These semiconductors might soon see its addition into high-definition displays in devices.

Published online in the early edition of the Proceedings of the National Academy of Sciences, the findings signify bringing challenge to quantum dot displays that rely upon traditional semiconductor nanocrystals to emit light.

The new class of semiconductors may also bring new developments of applications in optoelectronics, photovoltaics, nanoscopic lasers, and ultrasensitive photodetectors, among others.

With the aid of electron beam lithography, the researchers fabricated halide perovskite nanowire heterojunctions, the junction of two different semiconductors.

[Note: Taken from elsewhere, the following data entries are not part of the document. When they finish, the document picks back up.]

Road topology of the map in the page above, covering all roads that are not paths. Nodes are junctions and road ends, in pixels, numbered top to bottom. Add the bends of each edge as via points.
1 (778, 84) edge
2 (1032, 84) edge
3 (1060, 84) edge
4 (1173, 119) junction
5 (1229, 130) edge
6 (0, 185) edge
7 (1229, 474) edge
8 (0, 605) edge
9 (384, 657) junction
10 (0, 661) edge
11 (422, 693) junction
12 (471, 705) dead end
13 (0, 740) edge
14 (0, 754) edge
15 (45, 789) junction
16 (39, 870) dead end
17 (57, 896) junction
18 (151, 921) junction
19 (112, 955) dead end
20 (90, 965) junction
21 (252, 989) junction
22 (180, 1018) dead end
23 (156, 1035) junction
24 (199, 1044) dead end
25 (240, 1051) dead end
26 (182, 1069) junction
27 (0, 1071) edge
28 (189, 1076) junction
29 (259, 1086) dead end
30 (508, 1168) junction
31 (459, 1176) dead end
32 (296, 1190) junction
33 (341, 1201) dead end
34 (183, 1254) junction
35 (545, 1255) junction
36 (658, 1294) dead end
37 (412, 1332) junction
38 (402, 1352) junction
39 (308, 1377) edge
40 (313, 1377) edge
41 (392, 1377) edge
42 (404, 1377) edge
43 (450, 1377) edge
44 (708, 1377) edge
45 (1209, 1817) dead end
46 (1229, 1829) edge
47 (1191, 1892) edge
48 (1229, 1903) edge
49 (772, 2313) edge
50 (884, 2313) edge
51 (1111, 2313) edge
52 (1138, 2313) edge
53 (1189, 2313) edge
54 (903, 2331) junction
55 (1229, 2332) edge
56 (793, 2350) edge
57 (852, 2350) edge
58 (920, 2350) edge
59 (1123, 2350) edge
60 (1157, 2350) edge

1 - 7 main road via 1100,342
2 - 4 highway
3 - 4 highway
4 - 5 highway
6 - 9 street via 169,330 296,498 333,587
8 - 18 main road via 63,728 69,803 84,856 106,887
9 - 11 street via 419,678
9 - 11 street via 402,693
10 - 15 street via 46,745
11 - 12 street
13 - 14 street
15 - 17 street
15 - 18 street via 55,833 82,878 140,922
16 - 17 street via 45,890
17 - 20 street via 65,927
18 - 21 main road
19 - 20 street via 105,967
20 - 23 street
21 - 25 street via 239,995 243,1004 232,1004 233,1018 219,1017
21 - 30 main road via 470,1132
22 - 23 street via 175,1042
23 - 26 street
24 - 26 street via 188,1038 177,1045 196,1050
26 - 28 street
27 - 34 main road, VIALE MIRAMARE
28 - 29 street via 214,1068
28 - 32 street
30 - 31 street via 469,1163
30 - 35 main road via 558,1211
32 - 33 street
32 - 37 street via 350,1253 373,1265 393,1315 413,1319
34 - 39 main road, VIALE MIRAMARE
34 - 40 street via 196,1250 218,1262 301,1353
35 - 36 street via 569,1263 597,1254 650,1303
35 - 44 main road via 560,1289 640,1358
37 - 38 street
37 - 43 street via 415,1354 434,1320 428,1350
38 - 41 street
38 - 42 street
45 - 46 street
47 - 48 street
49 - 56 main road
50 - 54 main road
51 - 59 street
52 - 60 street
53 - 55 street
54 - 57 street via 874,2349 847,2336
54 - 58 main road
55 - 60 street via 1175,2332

Heterojunctions determine the energy level and bandgap characteristics and hence are considered a key building block of modern electronics and photovoltaics in device applications.

The researchers pointed out that the lattice in halide perovskites is held together by ionic instead of covalent bonds. In ionic bonds, atoms of opposite charges are attracted to each other and transfer electrons to each other. Covalent bonds, in contrast, occur when atoms share their electrons with each other.

A cesium lead bromide (CsPbBr3) — cesium lead chloride (CsPbCl3) heterojunction nanowire emitting green and blue light simultaneously under UV excitation. Credit: Letian Dou/Berkeley Lab and Connor G. Bischak/UC Berkeley

“With inorganic halide perovskite, we can easily swap the anions in the ionic bonds while maintaining the single crystalline nature of the materials,” said study principal investigator Peidong Yang, a senior faculty scientist at Berkeley Lab’s Materials Sciences Division. “This allows us to easily reconfigure the structure and composition of the material. That’s why halide perovskites are considered soft lattice semiconductors. Covalent bonds, in contrast, are relatively robust and require more energy to change. Our study basically showed that we can pretty much change the composition of any segment of this soft semiconductor.”

In this case, the researchers tested cesium lead halide perovskite, and then they used a common nanofabrication technique combined with anion exchange chemistry to swap out the halide ions to create cesium lead iodide, bromide, and chloride perovskites.

Each variation resulted in a different color emitted. Moreover, the researchers showed that multiple heterojunctions could be engineered on a single nanowire. They were able to achieve a pixel size down to 500 nanometers, and they determined that the color of the material was tunable throughout the entire range of visible light.

The researchers said that the chemical solution processing technique used to treat this class of soft, ionic-bonded semiconductors is far simpler than methods used to manufacture traditional colloidal semiconductors.

“For conventional semiconductors, fabricating the junction is quite complicated and expensive,” said study co-lead author Letian Dou, who conducted the work as a postdoctoral fellow in Yang’s lab. “High temperatures and vacuum conditions are usually involved in controlling the materials’ growth and doping. Precisely controlling the materials composition and property is also challenging because conventional semiconductors are ‘hard’ due to strong covalent bonding.”

To swap the anions in a soft semiconductor, the material is soaked in a special chemical solution at room temperature.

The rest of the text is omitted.